Generation 1: THE EMERGENCE (80s)
Even though the whole idea of cellular telephony was around since 1947, it wasn’t until the seventies that the technology was ready for a viable implementation (the wireless phones of the old age, the 0G as we know it today, weren’t cellular, i.e. there were no cell towers and cell structure).
Once the underlying technology was available, the stage was set for the first generation of mobile cellular communications to emerge. But into what world was it going to come? In a world where the telecommunications business was a national business (ahem, a monopoly). This is why the standards of 1G (it was still not called 1G, of course) varied over the continents and national borders, with NMT in Scandinavia, AMPS in USA, TACS in the UK, C-450 in Germany and NTT in Japan. They were developed from the early seventies in the national labs (e.g. Bell Labs in the US) to be officially accepted and put in action in late 70s or early 80s. From the technological side, it’s important to note that it was an analog technology: the revolution of 1G was its mere existence.

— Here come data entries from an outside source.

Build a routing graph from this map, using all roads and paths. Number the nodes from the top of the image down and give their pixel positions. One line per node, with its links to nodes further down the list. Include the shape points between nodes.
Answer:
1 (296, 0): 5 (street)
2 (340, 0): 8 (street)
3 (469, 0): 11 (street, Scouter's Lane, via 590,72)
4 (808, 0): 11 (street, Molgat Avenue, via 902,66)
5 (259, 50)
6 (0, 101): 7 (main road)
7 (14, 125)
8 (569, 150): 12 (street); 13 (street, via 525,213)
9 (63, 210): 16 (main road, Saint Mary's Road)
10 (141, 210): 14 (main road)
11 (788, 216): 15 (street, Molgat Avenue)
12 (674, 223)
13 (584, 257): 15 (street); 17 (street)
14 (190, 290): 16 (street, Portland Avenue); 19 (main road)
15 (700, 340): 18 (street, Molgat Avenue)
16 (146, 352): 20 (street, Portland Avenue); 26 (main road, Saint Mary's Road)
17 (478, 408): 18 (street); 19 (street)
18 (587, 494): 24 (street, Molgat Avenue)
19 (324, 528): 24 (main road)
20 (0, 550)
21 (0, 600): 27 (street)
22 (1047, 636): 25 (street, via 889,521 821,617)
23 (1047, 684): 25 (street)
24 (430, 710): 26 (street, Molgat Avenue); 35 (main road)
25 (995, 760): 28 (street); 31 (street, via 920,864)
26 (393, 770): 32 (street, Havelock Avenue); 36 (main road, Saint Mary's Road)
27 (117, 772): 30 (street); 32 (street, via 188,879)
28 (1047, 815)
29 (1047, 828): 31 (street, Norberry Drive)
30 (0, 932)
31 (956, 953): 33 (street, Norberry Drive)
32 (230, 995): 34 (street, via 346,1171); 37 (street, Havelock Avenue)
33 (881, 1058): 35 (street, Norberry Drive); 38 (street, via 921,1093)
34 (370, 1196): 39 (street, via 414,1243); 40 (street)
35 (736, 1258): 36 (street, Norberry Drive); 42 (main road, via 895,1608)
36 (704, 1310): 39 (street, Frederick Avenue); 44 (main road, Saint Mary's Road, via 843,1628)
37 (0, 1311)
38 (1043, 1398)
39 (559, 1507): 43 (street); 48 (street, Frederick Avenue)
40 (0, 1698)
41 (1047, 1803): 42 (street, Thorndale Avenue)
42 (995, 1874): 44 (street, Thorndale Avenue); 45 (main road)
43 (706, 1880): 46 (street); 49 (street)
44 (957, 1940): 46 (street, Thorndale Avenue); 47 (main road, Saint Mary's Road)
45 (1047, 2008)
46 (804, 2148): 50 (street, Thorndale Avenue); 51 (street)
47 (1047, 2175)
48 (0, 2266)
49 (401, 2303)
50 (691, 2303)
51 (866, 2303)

Generation 2: CELL GOES DIGITAL (90s)
The early nineties brought us GSM. That acronym (originally standing for Groupe Spécial Mobile, then edited to Global System for Mobile Communications) proliferated to the everyday use so much that it became (erroneously) synonymous to cellular telephony in some parts of the world. And there it was, the digital revolution of cell phones: GSM was fundamentally the digital standard to rule them all. It went on to unite Europe in the very beginning under a single umbrella, and continued with its worldwide proliferation to become the world’s most widely used mobile standard today. It is everywhere. Again, the development began early in the previous decade, now led by the united wireless forces of Europe. What it brought us right away was international roaming, SMS (texts) and sim cards (yes, 1G didn’t have those). It was hailed as the second generation mobile standard, so we got the 1G/2G nomenclature as well.
In 2G and all the generations to follow, we have to have a way to share a channel between multiple users: otherwise, there would be a maximum of around 50 users in a 10 mile cell. The approach selected in GSM was TDMA (time division multiple access), having different users use the same frequency in different time slots.
The relation between 2G and GSM isn’t an equivalence, though. While GSM was and still is a dominant standard (by the force of increasing returns), alternative TDMA and CDMA (code division multiple access, dividing the channel traffic based on pseudorandom codes given to users, army’s long used method of spread spectrum) schemes were employed around the world.
Now, the revolution vs. evolution story: 2G wasn’t frozen in time until early noughties and 3G. The space for an evolution was immediately recognised and it resulted in 2.5G and 2.75/2.9G. 2.5G was the introduction of General Packet Radio Service (GPRS) into GSM, allowing packet switching: splitting the communication into data packets and sending them through a channel which is not occupied all the time, like in the previously used circuit switching. 2.9G took this a step further with Enhanced Data Rate for Global Evolution (EDGE) which, unsurprisingly, enhanced the data rate of GPRS by the factor of three by introducing a new modulation technique. The first viable internet connections over cellular come with these advancements of 2G data traffic.
Generation 3: THE RATES OF THE NEW MILLENIUM (00s)
Data rates of at least 200 kbit/s were set as a lowest limit for a solution that would be dubbed 3G. Voice was not enough anymore, and 2G’s digital revolution had to be matched by a new data revolution in the new millenium, enabling voice, video and internet in a mobile scenario. CDMA was the basis of the new 3G, and again we weren’t able to make one standard to rule them all: UMTS (Universal Mobile Telecommunications Service) came in GSM-dominated markets, while CDMA2000 came as a successor of the already existing CDMA schemes in 2G. Both standards were developed from the early nineties.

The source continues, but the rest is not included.